From the first line of the data down to the line bearing "Please list the", output every line exactly and include no pictures.

Stored items
*** Block opens ***

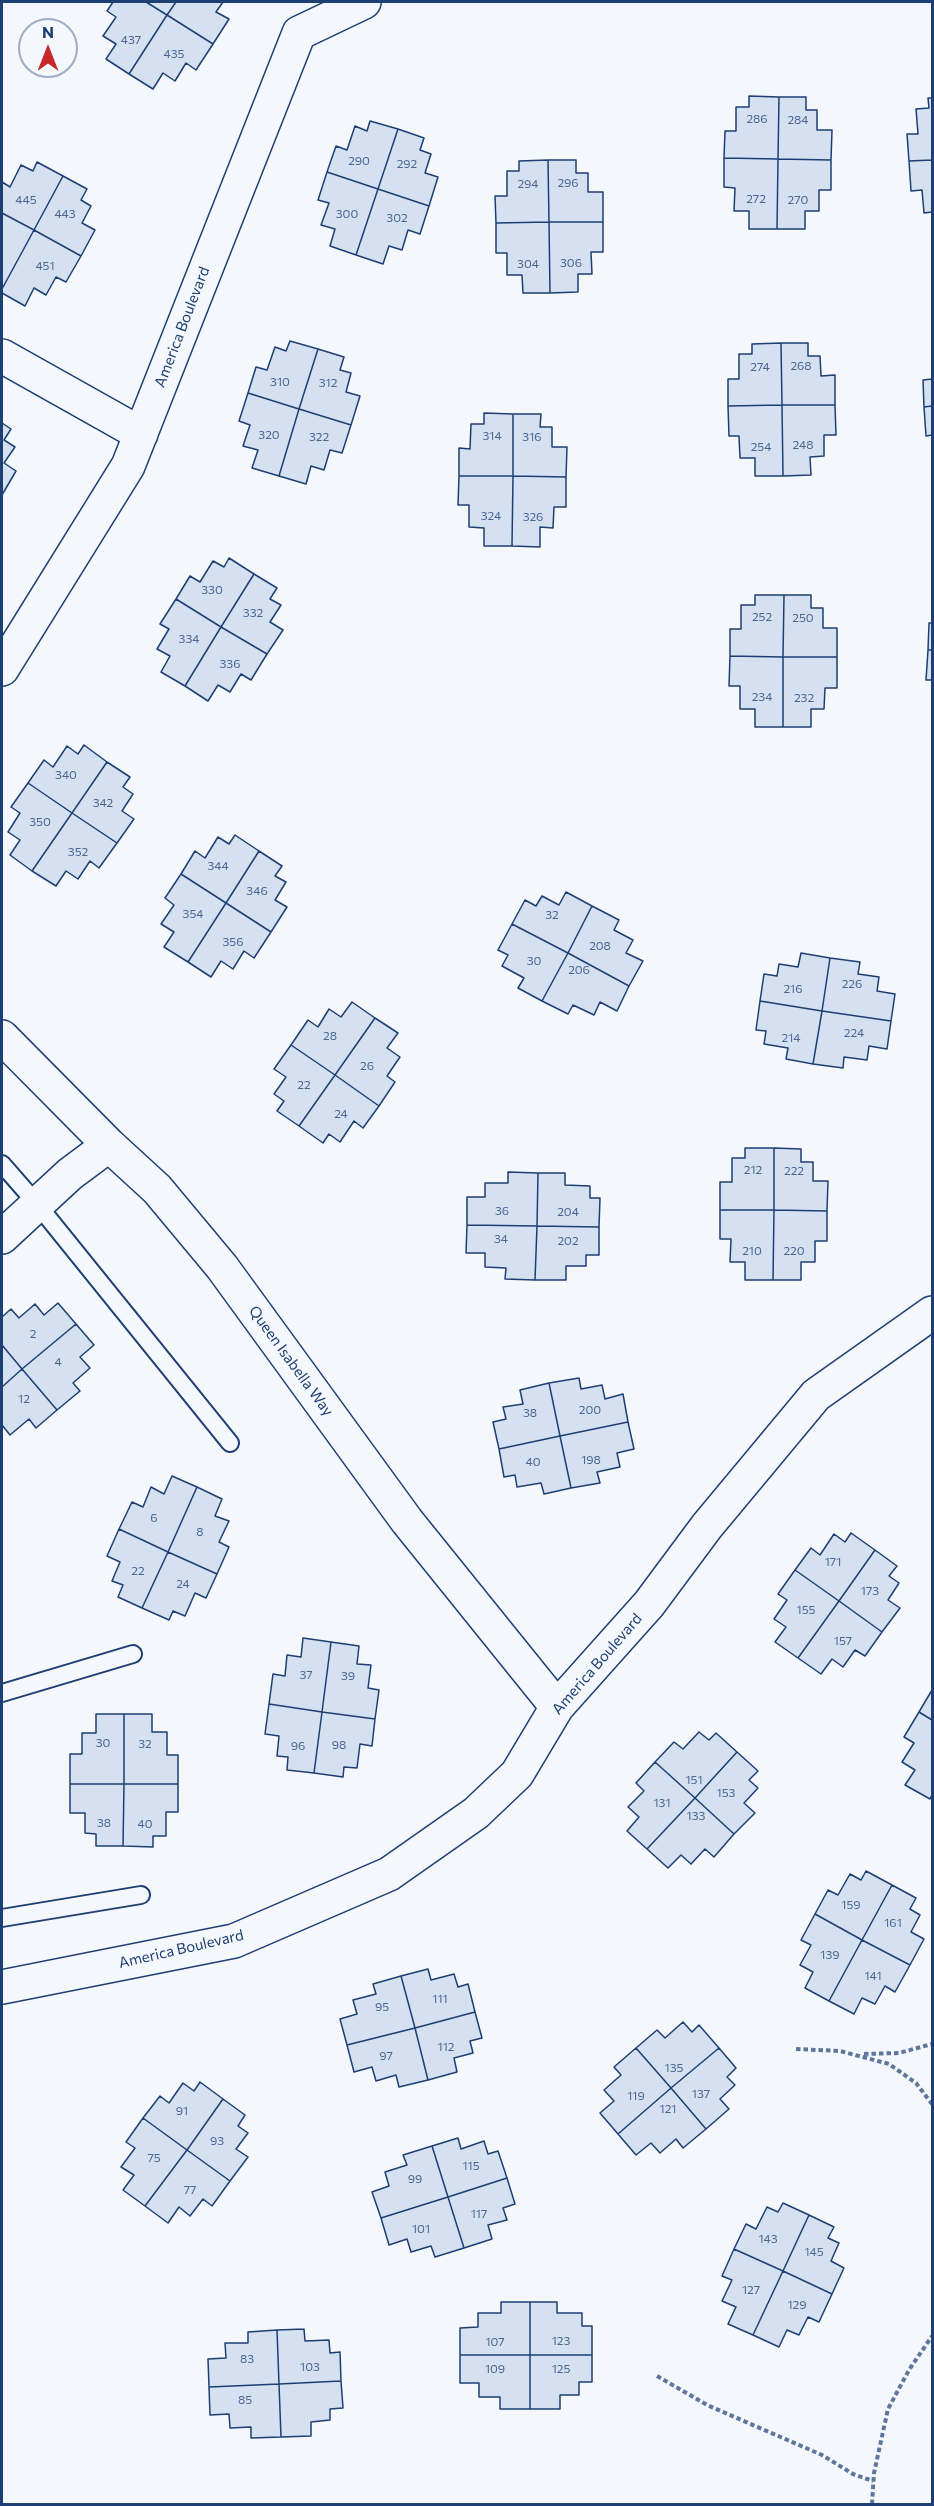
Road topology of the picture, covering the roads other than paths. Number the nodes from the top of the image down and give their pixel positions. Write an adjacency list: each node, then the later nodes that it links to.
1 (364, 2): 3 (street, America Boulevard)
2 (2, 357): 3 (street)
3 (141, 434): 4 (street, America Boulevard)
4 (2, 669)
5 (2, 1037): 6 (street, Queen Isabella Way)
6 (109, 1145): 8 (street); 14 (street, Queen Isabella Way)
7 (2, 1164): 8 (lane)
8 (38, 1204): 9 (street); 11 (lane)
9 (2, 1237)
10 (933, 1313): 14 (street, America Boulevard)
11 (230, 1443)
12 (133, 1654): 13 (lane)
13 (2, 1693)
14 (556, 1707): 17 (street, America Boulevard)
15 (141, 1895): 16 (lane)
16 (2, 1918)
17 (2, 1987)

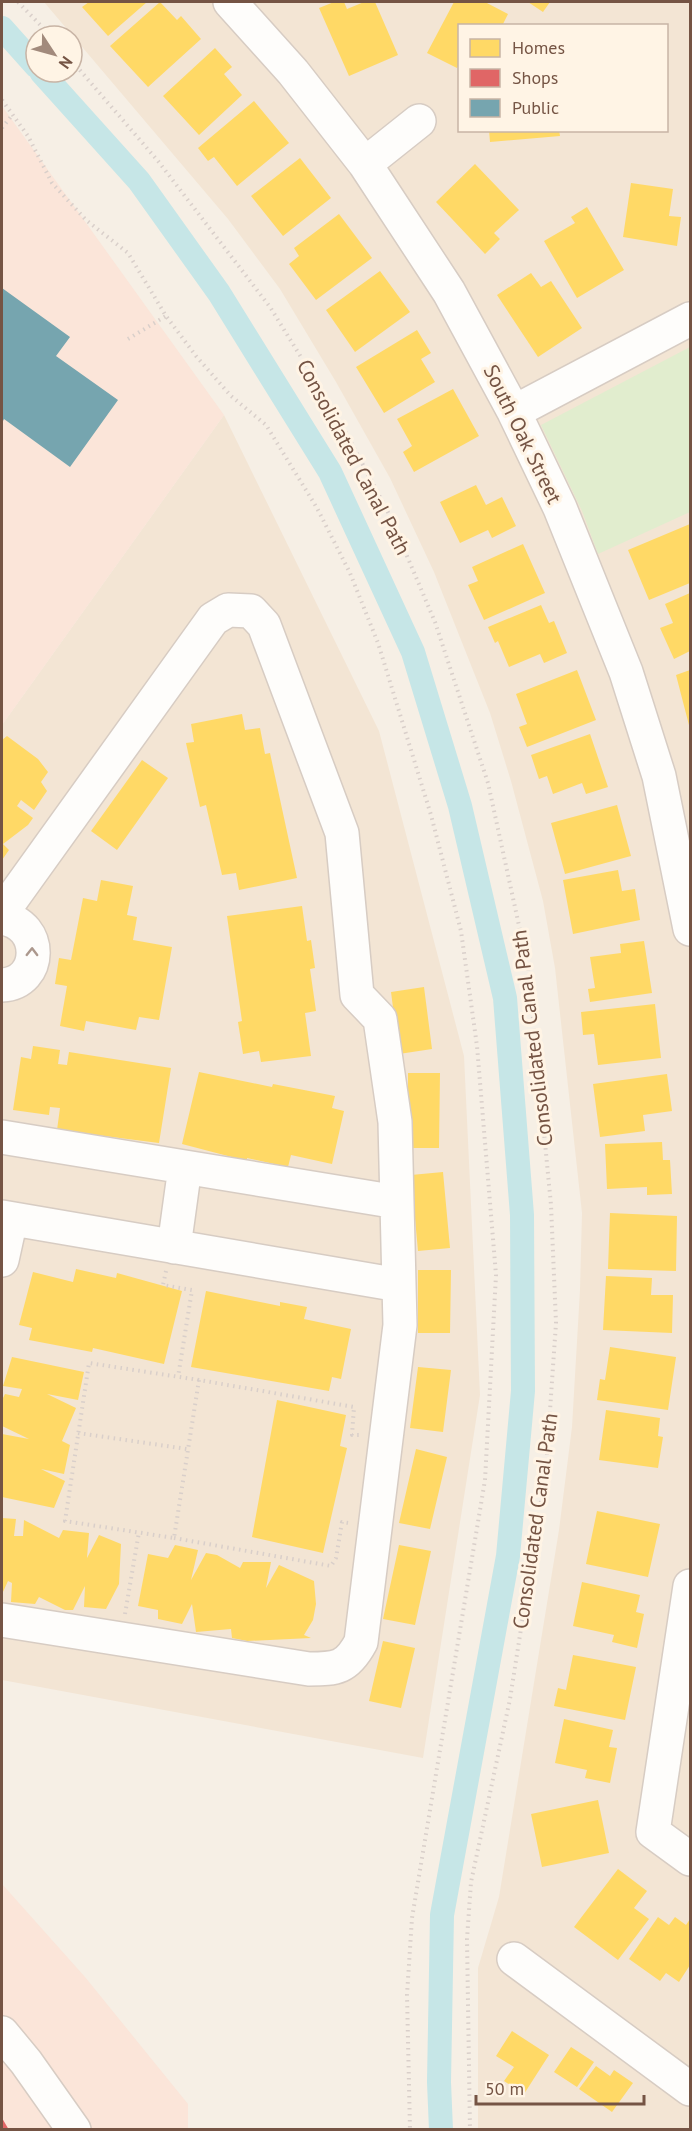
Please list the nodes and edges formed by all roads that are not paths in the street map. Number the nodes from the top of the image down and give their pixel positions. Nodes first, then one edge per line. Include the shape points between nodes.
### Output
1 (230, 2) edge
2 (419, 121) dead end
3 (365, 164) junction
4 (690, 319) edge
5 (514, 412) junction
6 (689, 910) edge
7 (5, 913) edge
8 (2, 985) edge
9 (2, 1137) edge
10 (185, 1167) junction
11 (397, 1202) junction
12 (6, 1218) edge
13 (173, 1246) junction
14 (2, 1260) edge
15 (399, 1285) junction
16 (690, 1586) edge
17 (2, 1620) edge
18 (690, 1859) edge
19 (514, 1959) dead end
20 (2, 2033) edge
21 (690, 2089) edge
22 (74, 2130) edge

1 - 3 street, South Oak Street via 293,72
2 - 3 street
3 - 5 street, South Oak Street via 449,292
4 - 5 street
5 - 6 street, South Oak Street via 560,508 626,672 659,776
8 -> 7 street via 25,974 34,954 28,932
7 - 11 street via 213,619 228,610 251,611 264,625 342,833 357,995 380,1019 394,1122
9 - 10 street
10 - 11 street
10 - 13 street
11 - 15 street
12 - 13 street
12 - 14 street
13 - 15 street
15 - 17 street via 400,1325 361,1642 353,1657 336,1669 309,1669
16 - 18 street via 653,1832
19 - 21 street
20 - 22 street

*** Block closes ***

• **SOLVED EXERCISE**:
Road topology of the picture, covering the roads other than paths. Number the nodes from the top of the image down and give their pixel positions. Write an adjacency list: each node, then the later nodes that it links to.
1 (364, 2): 3 (street, America Boulevard)
2 (2, 357): 3 (street)
3 (141, 434): 4 (street, America Boulevard)
4 (2, 669)
5 (2, 1037): 6 (street, Queen Isabella Way)
6 (109, 1145): 8 (street); 14 (street, Queen Isabella Way)
7 (2, 1164): 8 (lane)
8 (38, 1204): 9 (street); 11 (lane)
9 (2, 1237)
10 (933, 1313): 14 (street, America Boulevard)
11 (230, 1443)
12 (133, 1654): 13 (lane)
13 (2, 1693)
14 (556, 1707): 17 (street, America Boulevard)
15 (141, 1895): 16 (lane)
16 (2, 1918)
17 (2, 1987)

Please list the nodes and edges formed by all roads that are not paths in the street map. Number the nodes from the top of the image down and give their pixel positions. Nodes first, then one edge per line. Include the shape points between nodes.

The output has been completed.